Tomorrow, another test. Wow, don't you love accelerated classes? I wish this teacher could maybe, at some point, humor us with some multiple choice and not keep hurling down numerous short answer and essay questions.

Hmmmm...que mas? Oh, tomorrow (this I had better remember tomorrow morning!) I have an appointment by phone with my advisor so hopefully by Monday I will have my fall schedule set. Tomorrow night Carine and Johann (my old French roommate and her *husband*!) are having a little party to celebrate their marriage. They weren't married when they arrived here, now they are, and I still don't think their family knows! But it was nice to be roomies for....5 days. I am suprised- for being French and all, the only things in their fridge are an orange, a 24 pack of beer, and a bottle of BBQ sauce.

Yesterday Ashley and I came upon this insane idea during a walk to return some videos. We bought a whole bunch of simple white flowers at the store and gave them to the guys up on 5th floor...Knock, knock. Door opens. "Hi, I brought you a flower. See you around!"... sounds crazy, huh? But it was a lot of fun and as for the people who gave us odd looks or demanded explanations, little do they know how we laughed at them. But most people were really flattered. And all that matters is that we had a good time.

There's really nothing else to say. I am just typing because I don't want to go study. Last Friday's exam was horrid enough- I don't know if I can do it again. Short answer questions are icky and should be banned by federal law. Or at least made optional. My last score was an 86% though. For me, I was impressed.

Brandon from last summer called last night. We're going hiking this weekend. Ash and I were orginally hiking Diamond Head but with him along, Mr Trail Expert, there's a million better spots to be.

Okay, okay, I have to go study. Nooooooooooo!!!!!!!!!!!!!!!
Comments: Read 2 orAdd Your Own.

Tuesday, June 10th, 2003

Subject:That's What You Get for Sitting in the First Row of Class
Time:11:03 am.
I will listen and write songs of words. She will just listen. She does not dream- as she sleeps her mind pulls neatly labeled files from the dusted cabinet and studies. There is the color gray and the color rust. But she does not know this- what is color? what is sunlight melting along tree bark? will it help me achieve to the point it becomes senseless? what? i don't understand the question- can you rephrase it?
Oh, forget it. (that's me talking). Your imagination was a flower you plucked from its bush years ago. Its purple song has withered through the famine- you have feed it nothing but facts. A landfill of dust, dead flies with shrunken wings, what is left? You have done this to yourself- now the only thing you can offer the world is another degree, another diploma.
Where lies salvation for you?

this is what I get for hunkering down in the last row, these thoughts
Comments: Add Your Own.

Friday, February 7th, 2003

Time:3:53 pm.
Hiya K,

Twas great to hear from you. I felt a bit depressed when I got home
as well. Months of exciting, seedy travel and then BOOM back to a
mundane life of mind numbing routine. Don't worry though cause soon
enough you'll have a beach house in Nicaragua.
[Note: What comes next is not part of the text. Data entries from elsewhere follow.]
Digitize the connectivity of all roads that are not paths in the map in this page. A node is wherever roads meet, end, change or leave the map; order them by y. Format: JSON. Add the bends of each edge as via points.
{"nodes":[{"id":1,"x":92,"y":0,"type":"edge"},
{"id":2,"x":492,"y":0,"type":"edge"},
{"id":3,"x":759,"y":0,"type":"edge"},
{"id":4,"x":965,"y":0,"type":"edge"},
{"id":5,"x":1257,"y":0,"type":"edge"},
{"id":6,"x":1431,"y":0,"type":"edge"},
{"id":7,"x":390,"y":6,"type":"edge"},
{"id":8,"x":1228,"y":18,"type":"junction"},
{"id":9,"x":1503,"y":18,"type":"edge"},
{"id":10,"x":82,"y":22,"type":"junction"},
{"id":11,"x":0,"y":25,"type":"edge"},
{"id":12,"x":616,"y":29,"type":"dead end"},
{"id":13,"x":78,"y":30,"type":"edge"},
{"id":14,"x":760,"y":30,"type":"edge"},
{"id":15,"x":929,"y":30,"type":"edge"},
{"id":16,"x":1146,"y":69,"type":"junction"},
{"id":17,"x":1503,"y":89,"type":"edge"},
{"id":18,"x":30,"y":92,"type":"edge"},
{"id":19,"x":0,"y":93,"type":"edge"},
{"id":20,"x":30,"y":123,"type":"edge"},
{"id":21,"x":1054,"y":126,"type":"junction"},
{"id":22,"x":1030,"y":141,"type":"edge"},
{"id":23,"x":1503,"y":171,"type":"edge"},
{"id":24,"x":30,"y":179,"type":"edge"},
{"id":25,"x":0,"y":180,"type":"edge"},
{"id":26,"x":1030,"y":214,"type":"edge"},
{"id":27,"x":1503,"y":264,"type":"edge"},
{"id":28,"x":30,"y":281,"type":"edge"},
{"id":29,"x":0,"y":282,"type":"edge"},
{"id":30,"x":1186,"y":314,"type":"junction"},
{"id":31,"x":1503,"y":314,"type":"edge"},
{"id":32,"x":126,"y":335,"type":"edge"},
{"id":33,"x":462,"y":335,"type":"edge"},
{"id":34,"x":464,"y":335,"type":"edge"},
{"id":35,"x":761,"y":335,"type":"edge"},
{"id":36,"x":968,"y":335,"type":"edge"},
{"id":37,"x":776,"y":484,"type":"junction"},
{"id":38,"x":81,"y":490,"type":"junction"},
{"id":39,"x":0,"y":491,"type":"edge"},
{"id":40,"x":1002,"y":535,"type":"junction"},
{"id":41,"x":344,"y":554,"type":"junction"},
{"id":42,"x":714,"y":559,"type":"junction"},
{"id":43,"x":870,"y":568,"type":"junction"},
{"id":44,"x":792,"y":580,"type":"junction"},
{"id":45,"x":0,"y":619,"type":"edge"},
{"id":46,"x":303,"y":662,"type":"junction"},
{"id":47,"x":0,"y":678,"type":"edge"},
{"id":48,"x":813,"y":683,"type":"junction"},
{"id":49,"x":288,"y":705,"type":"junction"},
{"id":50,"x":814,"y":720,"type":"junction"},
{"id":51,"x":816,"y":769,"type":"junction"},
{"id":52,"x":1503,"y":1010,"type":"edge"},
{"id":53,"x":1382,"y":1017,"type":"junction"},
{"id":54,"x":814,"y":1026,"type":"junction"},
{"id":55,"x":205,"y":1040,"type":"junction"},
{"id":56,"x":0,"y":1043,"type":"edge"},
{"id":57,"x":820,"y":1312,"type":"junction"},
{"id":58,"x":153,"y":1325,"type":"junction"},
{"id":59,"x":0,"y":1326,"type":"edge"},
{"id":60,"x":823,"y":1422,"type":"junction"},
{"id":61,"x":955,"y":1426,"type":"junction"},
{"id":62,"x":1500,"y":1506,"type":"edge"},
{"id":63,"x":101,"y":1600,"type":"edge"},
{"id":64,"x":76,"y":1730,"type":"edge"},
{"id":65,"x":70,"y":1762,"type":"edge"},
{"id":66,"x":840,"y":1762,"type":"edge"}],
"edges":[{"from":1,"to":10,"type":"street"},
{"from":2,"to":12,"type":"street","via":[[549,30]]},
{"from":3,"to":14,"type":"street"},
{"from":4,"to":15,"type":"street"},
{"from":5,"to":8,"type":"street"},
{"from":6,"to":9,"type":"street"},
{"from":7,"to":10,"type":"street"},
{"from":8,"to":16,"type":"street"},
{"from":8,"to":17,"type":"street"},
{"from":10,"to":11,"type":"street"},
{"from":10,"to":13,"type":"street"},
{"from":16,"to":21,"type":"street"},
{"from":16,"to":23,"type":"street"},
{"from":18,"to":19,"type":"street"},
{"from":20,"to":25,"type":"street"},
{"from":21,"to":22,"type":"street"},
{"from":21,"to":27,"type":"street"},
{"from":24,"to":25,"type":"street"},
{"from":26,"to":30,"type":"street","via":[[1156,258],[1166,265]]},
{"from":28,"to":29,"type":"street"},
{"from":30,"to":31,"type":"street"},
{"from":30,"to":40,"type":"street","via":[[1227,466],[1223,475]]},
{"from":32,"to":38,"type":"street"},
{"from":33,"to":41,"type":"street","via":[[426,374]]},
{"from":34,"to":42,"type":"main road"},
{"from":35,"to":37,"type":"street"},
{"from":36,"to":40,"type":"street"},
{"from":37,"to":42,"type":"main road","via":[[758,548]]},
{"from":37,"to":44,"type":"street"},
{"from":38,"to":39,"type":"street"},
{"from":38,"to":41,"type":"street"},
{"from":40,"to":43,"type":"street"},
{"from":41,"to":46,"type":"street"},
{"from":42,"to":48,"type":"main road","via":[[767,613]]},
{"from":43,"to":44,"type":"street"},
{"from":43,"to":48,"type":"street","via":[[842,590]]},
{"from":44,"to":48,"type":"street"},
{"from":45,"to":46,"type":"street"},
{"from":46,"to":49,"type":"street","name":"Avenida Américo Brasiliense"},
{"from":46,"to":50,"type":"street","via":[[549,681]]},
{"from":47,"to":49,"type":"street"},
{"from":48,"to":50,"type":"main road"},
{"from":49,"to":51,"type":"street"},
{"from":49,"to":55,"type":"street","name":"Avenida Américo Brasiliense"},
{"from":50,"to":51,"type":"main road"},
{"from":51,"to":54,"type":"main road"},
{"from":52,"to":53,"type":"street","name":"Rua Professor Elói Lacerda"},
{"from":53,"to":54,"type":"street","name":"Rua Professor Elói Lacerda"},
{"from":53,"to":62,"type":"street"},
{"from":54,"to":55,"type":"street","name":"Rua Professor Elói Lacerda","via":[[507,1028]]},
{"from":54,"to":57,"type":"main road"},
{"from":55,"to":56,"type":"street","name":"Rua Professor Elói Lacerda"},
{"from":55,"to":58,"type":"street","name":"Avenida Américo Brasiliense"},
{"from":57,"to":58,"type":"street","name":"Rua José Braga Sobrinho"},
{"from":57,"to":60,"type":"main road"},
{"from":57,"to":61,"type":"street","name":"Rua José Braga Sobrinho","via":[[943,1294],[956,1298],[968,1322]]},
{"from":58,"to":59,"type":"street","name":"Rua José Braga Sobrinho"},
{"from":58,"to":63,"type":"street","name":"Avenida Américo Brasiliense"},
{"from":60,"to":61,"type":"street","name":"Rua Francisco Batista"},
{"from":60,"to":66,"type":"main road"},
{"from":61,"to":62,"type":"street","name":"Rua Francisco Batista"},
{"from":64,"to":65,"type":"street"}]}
When I first read you'd bought a plot of land I thought; Nah K's just
joking around, thats pretty funny. But then I thought back and I
remembered that Agent K has a habit of getting into situations that
are simultaneously crazy, weird and heaps of fun so now I have no
doubt that you actually have bought up a beachfront property in a
third world country. When you get your house up I promise I'll come
and visit. San Juan del Sur sounds awesome, maybe a little bit like
Puerto Escondido, which was my favourite place in Mexico....

Have fun K, and do your best avoid the clutches of
insanity\depression, another whacky adventure is probably just around
the corner.

Tu Amigo-G
Comments: Add Your Own.

Monday, January 27th, 2003

Time:9:55 pm.
Hola todos! Man......it's been a looong time. This is a general update since I am occasionally very bad about writing emails. Not that anyone aside from me actually reads this but...

So I spent one year at a private liberal-arts instituation in Idaho. Socially, it was a smashing success but academically, well, from zero you can only improve, right? After that, a summer at University of Hawai'i. Same track record applies, in addition to a job as a receptionist. Then I finally decided the rigid route of college studies wasn't the right mountain for me to climb at the time. I went to Mexico. For years I'd dreamt of traveling and then there I was. It wasn't entirely fun and games and exploration of the exotic as I had assumed it would be. I cried many times and was alone.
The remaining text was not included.